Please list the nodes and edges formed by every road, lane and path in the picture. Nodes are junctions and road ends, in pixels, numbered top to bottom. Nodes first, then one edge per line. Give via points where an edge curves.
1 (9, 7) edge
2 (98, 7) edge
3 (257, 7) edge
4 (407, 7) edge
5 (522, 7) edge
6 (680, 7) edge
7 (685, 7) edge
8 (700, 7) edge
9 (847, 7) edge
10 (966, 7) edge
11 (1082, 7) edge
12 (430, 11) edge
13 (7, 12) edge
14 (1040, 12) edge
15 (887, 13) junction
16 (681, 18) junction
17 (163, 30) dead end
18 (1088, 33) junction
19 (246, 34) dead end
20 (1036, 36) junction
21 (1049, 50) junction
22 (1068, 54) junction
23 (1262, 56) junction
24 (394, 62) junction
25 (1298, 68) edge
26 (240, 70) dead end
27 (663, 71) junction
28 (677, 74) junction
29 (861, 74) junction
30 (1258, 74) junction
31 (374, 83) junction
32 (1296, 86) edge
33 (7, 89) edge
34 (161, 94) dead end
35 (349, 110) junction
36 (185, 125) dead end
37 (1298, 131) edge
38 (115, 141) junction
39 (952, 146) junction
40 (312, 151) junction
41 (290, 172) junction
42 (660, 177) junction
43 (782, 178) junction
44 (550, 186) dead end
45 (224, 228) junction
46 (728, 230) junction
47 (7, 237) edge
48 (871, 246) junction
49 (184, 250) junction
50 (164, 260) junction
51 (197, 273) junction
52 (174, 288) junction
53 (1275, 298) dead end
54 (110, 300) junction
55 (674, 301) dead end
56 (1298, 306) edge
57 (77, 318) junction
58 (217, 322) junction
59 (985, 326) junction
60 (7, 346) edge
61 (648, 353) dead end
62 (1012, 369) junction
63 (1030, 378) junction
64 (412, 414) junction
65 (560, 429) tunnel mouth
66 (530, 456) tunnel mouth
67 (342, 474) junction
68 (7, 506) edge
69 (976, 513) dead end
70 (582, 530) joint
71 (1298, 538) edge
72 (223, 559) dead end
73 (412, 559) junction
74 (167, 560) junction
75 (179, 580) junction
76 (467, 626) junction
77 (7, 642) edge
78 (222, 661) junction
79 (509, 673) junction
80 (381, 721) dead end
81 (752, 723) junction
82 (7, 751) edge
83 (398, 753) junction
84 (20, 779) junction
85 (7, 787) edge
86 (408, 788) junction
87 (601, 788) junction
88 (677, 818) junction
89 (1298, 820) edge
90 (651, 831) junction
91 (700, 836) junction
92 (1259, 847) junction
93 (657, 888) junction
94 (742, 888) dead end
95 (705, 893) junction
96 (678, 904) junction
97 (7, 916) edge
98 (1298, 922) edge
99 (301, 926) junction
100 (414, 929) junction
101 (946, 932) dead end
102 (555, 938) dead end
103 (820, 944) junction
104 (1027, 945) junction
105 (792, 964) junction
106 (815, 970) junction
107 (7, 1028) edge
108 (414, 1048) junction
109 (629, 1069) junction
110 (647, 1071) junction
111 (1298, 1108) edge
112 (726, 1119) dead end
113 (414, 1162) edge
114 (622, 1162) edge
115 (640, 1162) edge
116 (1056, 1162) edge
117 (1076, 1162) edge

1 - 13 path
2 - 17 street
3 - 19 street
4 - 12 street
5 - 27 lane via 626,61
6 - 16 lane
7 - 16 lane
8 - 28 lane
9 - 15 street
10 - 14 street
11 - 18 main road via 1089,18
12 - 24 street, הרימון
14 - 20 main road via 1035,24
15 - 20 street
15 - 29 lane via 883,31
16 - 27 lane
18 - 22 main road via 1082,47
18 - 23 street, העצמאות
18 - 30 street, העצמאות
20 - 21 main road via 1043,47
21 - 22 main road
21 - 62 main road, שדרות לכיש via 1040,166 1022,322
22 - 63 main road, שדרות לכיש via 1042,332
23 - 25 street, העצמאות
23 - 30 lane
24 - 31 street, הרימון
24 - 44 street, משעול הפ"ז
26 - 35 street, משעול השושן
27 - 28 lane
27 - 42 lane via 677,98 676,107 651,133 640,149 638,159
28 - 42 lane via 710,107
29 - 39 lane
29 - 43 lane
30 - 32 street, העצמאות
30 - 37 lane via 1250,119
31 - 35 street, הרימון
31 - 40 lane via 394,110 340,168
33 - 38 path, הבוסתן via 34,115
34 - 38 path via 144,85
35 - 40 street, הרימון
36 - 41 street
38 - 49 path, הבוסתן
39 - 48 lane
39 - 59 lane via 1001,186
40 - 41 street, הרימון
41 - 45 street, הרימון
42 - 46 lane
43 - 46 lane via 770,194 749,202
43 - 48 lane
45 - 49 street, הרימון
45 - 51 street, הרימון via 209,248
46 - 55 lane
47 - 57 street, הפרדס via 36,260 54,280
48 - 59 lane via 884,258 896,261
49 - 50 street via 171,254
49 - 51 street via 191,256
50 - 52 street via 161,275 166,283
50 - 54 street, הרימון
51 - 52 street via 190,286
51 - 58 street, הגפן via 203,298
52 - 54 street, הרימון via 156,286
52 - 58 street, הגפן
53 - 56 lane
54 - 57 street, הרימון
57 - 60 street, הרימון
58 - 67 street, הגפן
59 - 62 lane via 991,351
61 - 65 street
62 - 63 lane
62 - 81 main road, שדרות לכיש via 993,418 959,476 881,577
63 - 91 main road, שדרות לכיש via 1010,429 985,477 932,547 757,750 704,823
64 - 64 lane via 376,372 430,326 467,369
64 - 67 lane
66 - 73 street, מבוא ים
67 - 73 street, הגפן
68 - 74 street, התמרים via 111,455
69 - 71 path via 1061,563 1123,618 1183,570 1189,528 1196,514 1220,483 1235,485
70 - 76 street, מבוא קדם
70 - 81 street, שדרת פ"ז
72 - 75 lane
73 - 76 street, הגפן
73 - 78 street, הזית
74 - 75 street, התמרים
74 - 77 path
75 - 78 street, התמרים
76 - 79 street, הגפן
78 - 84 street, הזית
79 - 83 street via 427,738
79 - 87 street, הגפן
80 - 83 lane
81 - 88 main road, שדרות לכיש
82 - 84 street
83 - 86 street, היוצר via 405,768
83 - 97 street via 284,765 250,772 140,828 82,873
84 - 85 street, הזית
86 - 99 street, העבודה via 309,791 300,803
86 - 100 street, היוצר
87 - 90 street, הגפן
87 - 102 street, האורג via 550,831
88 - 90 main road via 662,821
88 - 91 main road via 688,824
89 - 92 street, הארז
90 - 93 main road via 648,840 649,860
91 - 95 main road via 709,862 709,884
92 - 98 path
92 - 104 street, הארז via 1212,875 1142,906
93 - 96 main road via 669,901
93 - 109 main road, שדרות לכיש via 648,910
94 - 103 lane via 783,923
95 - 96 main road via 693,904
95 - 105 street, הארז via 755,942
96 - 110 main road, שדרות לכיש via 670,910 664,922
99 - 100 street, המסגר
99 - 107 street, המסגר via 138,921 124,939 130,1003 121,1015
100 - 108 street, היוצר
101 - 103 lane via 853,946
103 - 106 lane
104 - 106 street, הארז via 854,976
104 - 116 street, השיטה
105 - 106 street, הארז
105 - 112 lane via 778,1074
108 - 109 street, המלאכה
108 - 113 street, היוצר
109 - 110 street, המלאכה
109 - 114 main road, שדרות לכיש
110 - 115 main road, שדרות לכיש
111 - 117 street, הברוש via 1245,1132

▶ [GOAL OF THE EXERCISE]: The response should consist of the entries, retyped exactly and in full.

▶ [YOUR SOLUTION]:
Please list the nodes and edges formed by every road, lane and path in the picture. Nodes are junctions and road ends, in pixels, numbered top to bottom. Nodes first, then one edge per line. Give via points where an edge curves.
1 (9, 7) edge
2 (98, 7) edge
3 (257, 7) edge
4 (407, 7) edge
5 (522, 7) edge
6 (680, 7) edge
7 (685, 7) edge
8 (700, 7) edge
9 (847, 7) edge
10 (966, 7) edge
11 (1082, 7) edge
12 (430, 11) edge
13 (7, 12) edge
14 (1040, 12) edge
15 (887, 13) junction
16 (681, 18) junction
17 (163, 30) dead end
18 (1088, 33) junction
19 (246, 34) dead end
20 (1036, 36) junction
21 (1049, 50) junction
22 (1068, 54) junction
23 (1262, 56) junction
24 (394, 62) junction
25 (1298, 68) edge
26 (240, 70) dead end
27 (663, 71) junction
28 (677, 74) junction
29 (861, 74) junction
30 (1258, 74) junction
31 (374, 83) junction
32 (1296, 86) edge
33 (7, 89) edge
34 (161, 94) dead end
35 (349, 110) junction
36 (185, 125) dead end
37 (1298, 131) edge
38 (115, 141) junction
39 (952, 146) junction
40 (312, 151) junction
41 (290, 172) junction
42 (660, 177) junction
43 (782, 178) junction
44 (550, 186) dead end
45 (224, 228) junction
46 (728, 230) junction
47 (7, 237) edge
48 (871, 246) junction
49 (184, 250) junction
50 (164, 260) junction
51 (197, 273) junction
52 (174, 288) junction
53 (1275, 298) dead end
54 (110, 300) junction
55 (674, 301) dead end
56 (1298, 306) edge
57 (77, 318) junction
58 (217, 322) junction
59 (985, 326) junction
60 (7, 346) edge
61 (648, 353) dead end
62 (1012, 369) junction
63 (1030, 378) junction
64 (412, 414) junction
65 (560, 429) tunnel mouth
66 (530, 456) tunnel mouth
67 (342, 474) junction
68 (7, 506) edge
69 (976, 513) dead end
70 (582, 530) joint
71 (1298, 538) edge
72 (223, 559) dead end
73 (412, 559) junction
74 (167, 560) junction
75 (179, 580) junction
76 (467, 626) junction
77 (7, 642) edge
78 (222, 661) junction
79 (509, 673) junction
80 (381, 721) dead end
81 (752, 723) junction
82 (7, 751) edge
83 (398, 753) junction
84 (20, 779) junction
85 (7, 787) edge
86 (408, 788) junction
87 (601, 788) junction
88 (677, 818) junction
89 (1298, 820) edge
90 (651, 831) junction
91 (700, 836) junction
92 (1259, 847) junction
93 (657, 888) junction
94 (742, 888) dead end
95 (705, 893) junction
96 (678, 904) junction
97 (7, 916) edge
98 (1298, 922) edge
99 (301, 926) junction
100 (414, 929) junction
101 (946, 932) dead end
102 (555, 938) dead end
103 (820, 944) junction
104 (1027, 945) junction
105 (792, 964) junction
106 (815, 970) junction
107 (7, 1028) edge
108 (414, 1048) junction
109 (629, 1069) junction
110 (647, 1071) junction
111 (1298, 1108) edge
112 (726, 1119) dead end
113 (414, 1162) edge
114 (622, 1162) edge
115 (640, 1162) edge
116 (1056, 1162) edge
117 (1076, 1162) edge

1 - 13 path
2 - 17 street
3 - 19 street
4 - 12 street
5 - 27 lane via 626,61
6 - 16 lane
7 - 16 lane
8 - 28 lane
9 - 15 street
10 - 14 street
11 - 18 main road via 1089,18
12 - 24 street, הרימון
14 - 20 main road via 1035,24
15 - 20 street
15 - 29 lane via 883,31
16 - 27 lane
18 - 22 main road via 1082,47
18 - 23 street, העצמאות
18 - 30 street, העצמאות
20 - 21 main road via 1043,47
21 - 22 main road
21 - 62 main road, שדרות לכיש via 1040,166 1022,322
22 - 63 main road, שדרות לכיש via 1042,332
23 - 25 street, העצמאות
23 - 30 lane
24 - 31 street, הרימון
24 - 44 street, משעול הפ"ז
26 - 35 street, משעול השושן
27 - 28 lane
27 - 42 lane via 677,98 676,107 651,133 640,149 638,159
28 - 42 lane via 710,107
29 - 39 lane
29 - 43 lane
30 - 32 street, העצמאות
30 - 37 lane via 1250,119
31 - 35 street, הרימון
31 - 40 lane via 394,110 340,168
33 - 38 path, הבוסתן via 34,115
34 - 38 path via 144,85
35 - 40 street, הרימון
36 - 41 street
38 - 49 path, הבוסתן
39 - 48 lane
39 - 59 lane via 1001,186
40 - 41 street, הרימון
41 - 45 street, הרימון
42 - 46 lane
43 - 46 lane via 770,194 749,202
43 - 48 lane
45 - 49 street, הרימון
45 - 51 street, הרימון via 209,248
46 - 55 lane
47 - 57 street, הפרדס via 36,260 54,280
48 - 59 lane via 884,258 896,261
49 - 50 street via 171,254
49 - 51 street via 191,256
50 - 52 street via 161,275 166,283
50 - 54 street, הרימון
51 - 52 street via 190,286
51 - 58 street, הגפן via 203,298
52 - 54 street, הרימון via 156,286
52 - 58 street, הגפן
53 - 56 lane
54 - 57 street, הרימון
57 - 60 street, הרימון
58 - 67 street, הגפן
59 - 62 lane via 991,351
61 - 65 street
62 - 63 lane
62 - 81 main road, שדרות לכיש via 993,418 959,476 881,577
63 - 91 main road, שדרות לכיש via 1010,429 985,477 932,547 757,750 704,823
64 - 64 lane via 376,372 430,326 467,369
64 - 67 lane
66 - 73 street, מבוא ים
67 - 73 street, הגפן
68 - 74 street, התמרים via 111,455
69 - 71 path via 1061,563 1123,618 1183,570 1189,528 1196,514 1220,483 1235,485
70 - 76 street, מבוא קדם
70 - 81 street, שדרת פ"ז
72 - 75 lane
73 - 76 street, הגפן
73 - 78 street, הזית
74 - 75 street, התמרים
74 - 77 path
75 - 78 street, התמרים
76 - 79 street, הגפן
78 - 84 street, הזית
79 - 83 street via 427,738
79 - 87 street, הגפן
80 - 83 lane
81 - 88 main road, שדרות לכיש
82 - 84 street
83 - 86 street, היוצר via 405,768
83 - 97 street via 284,765 250,772 140,828 82,873
84 - 85 street, הזית
86 - 99 street, העבודה via 309,791 300,803
86 - 100 street, היוצר
87 - 90 street, הגפן
87 - 102 street, האורג via 550,831
88 - 90 main road via 662,821
88 - 91 main road via 688,824
89 - 92 street, הארז
90 - 93 main road via 648,840 649,860
91 - 95 main road via 709,862 709,884
92 - 98 path
92 - 104 street, הארז via 1212,875 1142,906
93 - 96 main road via 669,901
93 - 109 main road, שדרות לכיש via 648,910
94 - 103 lane via 783,923
95 - 96 main road via 693,904
95 - 105 street, הארז via 755,942
96 - 110 main road, שדרות לכיש via 670,910 664,922
99 - 100 street, המסגר
99 - 107 street, המסגר via 138,921 124,939 130,1003 121,1015
100 - 108 street, היוצר
101 - 103 lane via 853,946
103 - 106 lane
104 - 106 street, הארז via 854,976
104 - 116 street, השיטה
105 - 106 street, הארז
105 - 112 lane via 778,1074
108 - 109 street, המלאכה
108 - 113 street, היוצר
109 - 110 street, המלאכה
109 - 114 main road, שדרות לכיש
110 - 115 main road, שדרות לכיש
111 - 117 street, הברוש via 1245,1132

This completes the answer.